Hottest 100 Day has replaced Australia Day for most music-loving Aussies. While Australia Day is a problematic holiday which perpetuates the segregation of First Nations peoples, the Hottest 100 is a chance for everyone to vote for their favourite tunes of the year, whack on the stereo and come together to celebrate good music – especially since moving from its former January 26 date.
Conflict still arises in the form of the wailed “shoulda been higher” when your favourite bands don’t place as expected and arguing with your friends about who was “robbed”, but it’s a whole lot more inclusive than celebrating a day which represents the beginning of colonisation and Indigenous genocide.
While triple j has been supportive of female, Indigenous and culturally diverse artists over the years, 2019’s Hottest 100 has really broken some ground.

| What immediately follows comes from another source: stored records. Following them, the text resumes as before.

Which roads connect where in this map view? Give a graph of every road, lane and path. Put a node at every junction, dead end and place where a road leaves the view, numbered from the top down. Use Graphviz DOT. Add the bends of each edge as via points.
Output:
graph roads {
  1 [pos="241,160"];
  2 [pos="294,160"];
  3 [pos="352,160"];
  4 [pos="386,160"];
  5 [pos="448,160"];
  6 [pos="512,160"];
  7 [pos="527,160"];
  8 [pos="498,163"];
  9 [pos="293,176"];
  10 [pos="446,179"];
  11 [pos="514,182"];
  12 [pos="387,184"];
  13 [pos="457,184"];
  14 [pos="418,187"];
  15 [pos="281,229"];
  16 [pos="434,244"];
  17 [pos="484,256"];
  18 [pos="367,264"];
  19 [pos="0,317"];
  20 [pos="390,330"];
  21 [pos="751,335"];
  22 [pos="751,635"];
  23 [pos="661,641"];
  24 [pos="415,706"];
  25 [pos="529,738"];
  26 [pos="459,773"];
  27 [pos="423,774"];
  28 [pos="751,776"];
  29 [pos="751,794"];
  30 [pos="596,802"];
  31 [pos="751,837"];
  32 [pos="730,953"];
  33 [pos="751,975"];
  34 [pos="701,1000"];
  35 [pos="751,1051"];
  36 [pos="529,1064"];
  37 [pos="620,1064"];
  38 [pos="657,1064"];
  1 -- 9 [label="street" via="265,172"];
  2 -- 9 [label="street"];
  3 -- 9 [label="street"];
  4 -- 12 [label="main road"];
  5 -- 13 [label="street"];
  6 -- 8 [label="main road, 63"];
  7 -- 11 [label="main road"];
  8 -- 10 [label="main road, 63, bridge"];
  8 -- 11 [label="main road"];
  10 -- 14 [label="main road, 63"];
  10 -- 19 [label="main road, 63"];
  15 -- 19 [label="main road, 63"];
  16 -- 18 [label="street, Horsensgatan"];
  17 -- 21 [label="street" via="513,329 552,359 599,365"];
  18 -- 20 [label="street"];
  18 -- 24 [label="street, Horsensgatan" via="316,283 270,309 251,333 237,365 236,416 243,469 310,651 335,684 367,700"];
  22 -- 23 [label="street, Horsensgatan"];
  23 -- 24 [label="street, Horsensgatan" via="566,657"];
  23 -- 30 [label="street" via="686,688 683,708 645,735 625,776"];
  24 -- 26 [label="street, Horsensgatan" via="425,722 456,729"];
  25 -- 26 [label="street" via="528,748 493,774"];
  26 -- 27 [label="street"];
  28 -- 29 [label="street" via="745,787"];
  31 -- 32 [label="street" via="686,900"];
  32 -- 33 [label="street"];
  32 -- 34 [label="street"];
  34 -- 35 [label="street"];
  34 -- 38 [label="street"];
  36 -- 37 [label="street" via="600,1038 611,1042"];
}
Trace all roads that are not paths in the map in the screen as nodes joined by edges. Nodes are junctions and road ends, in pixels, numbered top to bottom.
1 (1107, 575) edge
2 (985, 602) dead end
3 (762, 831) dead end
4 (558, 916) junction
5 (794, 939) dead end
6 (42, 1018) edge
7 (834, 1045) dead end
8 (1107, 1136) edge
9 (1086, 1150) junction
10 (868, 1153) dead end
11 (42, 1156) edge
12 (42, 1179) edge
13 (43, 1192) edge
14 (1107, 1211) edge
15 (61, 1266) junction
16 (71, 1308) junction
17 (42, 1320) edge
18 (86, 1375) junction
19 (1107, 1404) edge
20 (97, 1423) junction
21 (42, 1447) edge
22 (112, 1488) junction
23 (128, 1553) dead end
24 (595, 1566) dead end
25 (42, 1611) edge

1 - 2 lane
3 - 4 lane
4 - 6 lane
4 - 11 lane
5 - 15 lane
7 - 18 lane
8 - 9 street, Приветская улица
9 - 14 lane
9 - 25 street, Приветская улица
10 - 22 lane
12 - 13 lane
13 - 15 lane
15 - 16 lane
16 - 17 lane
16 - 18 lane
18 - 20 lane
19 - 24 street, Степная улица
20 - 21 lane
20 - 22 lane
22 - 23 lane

For the first time in the annual hitlist’s history, a solo female musician has taken out the number one spot, with five other female artists also placing in the top ten. Young American singer Billie Eilish took out the Hottest 100 crown with her song ‘bad guy’, while Vera Blue’s ‘Rushing Back’ with Flume, Mallrat’s ‘Charlie’ and ‘Dance Monkey’ by Tones and I came in second, third and fourth, respectively.
G Flip also made it to number six with ‘Drink Too Much’, while Thelma Plum became the highest-ranking Indigenous artist with her track ‘Better in Blak’ sitting at number nine. Female representation goes up even more if you include Ecca Vandal (as part of her collaboration with Hilltop Hoods) and Cesira Aitken of The Jungle Giants.

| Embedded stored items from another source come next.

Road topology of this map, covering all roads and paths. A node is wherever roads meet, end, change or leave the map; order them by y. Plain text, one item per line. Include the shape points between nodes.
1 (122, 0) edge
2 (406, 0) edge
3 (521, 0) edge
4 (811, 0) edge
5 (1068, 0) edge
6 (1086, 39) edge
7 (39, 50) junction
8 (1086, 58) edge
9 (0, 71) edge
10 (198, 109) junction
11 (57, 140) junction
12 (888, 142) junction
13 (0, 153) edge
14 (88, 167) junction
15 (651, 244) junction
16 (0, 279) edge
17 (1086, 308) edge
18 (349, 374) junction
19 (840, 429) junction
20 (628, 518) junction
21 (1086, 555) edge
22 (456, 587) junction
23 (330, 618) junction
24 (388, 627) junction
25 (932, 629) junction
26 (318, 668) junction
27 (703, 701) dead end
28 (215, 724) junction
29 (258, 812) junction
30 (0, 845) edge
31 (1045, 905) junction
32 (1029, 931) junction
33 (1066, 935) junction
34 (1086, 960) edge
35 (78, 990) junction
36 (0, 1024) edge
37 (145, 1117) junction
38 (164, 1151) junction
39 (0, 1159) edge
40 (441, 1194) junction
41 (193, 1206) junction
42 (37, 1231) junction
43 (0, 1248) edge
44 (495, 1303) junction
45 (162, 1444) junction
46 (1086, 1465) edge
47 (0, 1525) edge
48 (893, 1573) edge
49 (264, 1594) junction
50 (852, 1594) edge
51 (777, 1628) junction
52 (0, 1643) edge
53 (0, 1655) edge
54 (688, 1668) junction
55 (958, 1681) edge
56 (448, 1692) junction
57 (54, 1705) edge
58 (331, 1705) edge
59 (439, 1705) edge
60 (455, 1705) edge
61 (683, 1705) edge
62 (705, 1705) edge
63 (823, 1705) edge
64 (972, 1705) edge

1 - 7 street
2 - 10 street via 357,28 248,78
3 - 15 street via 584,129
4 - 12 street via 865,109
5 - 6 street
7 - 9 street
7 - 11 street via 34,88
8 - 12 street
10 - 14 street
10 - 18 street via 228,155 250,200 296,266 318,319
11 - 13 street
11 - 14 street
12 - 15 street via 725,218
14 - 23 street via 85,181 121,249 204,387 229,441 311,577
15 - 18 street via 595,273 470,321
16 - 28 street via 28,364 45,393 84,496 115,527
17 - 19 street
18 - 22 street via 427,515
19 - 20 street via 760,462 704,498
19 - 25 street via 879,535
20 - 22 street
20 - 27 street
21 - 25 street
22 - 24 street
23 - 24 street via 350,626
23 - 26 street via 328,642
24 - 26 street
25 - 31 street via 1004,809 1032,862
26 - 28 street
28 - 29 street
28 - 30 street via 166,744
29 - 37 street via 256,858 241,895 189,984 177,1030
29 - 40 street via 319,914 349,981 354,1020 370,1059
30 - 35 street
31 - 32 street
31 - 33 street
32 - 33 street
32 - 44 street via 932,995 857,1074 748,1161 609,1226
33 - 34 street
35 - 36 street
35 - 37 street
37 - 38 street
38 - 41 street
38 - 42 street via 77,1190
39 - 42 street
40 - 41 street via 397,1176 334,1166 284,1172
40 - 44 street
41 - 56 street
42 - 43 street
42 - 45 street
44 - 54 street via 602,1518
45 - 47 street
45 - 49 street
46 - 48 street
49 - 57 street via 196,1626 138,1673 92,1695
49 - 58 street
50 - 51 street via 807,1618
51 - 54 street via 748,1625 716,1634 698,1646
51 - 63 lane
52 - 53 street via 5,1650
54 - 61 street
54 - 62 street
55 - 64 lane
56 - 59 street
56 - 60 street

So, what does this all say about Australia’s music landscape? Are our attitudes towards women and people of colour in the industry finally changing?

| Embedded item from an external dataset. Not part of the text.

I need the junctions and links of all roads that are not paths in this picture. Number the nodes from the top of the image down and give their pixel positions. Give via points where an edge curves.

Focusing solely on triple j’s Hottest 100 and its progression over the years, then yes, we are seeing a long-overdue change. The top ten slots have generally been dominated by white males, with no more than four front-and-centre female artists placing in this bracket.
Julia Stone, Dolores O’Riordan, Kimbra and Kai are all women who have landed in at number one, but either as part of a band with male members or as supporting vocalists. Amy Shark and Tash Sultana have both been close, but have never had enough votes to be bumped over the line.
As for Indigenous artists, there has been no representation in the top ten until now. Previously, the highest-ranking Indigenous act was A.B. Original with ‘January 26’, which came in at number 16 back in 2016. Even the much-loved Baker Boy has never cracked top ten, although he has placed in the countdown for three years in a row.
It’s hard to pinpoint exactly why we’re seeing a rise in the number of female artists and POC taking top spots now, because lord knows there’s always been kick-arse people in both these groups making kick-arse music.
Perhaps it’s due to the fact that this year’s Hottest 100 had the most voters in history, with more than 3.2 million votes being cast. That is almost a million more than the year before, meaning there’s a broader range of people having their say.
The majority of these votes came from women too, making up 56 per cent compared to 42 per cent of males, and 2 per cent nonbinary, unspecified or other. That’s not to say that women are necessarily voting for women, or men are solely voting for men, but it could be one reason that we’re bearing witness to such results.
In light of these historical Hottest 100 figures, one has to hope that we’re seeing this change because the glass ceiling is finally being broken. Gender and racial discrimination have characterised the music scene for so long, sometimes in such subtle and subconscious ways that it’s been hard to even know how to tackle the problem.
For triple j, a boost in the number of female presenters and presenters of colour (shoutout to Ebony Boadu) has undoubtedly brought with it a shift in the station’s musical representation, and the education of those who tune in.
That doesn’t mean we’ve reached an equal playing field just yet, and there were still only 29 female artists compared to 57 males, or 14 mixed bands. However, the shift in attitudes and the results from these votes gives hope for a more inclusive and diverse music scene in Australia.
With the amount of amazing female artists and POC, there’s no reason why we can’t bridge that gap a little more in next year’s countdown, so let’s keep making positive steps in Hottest 100 history.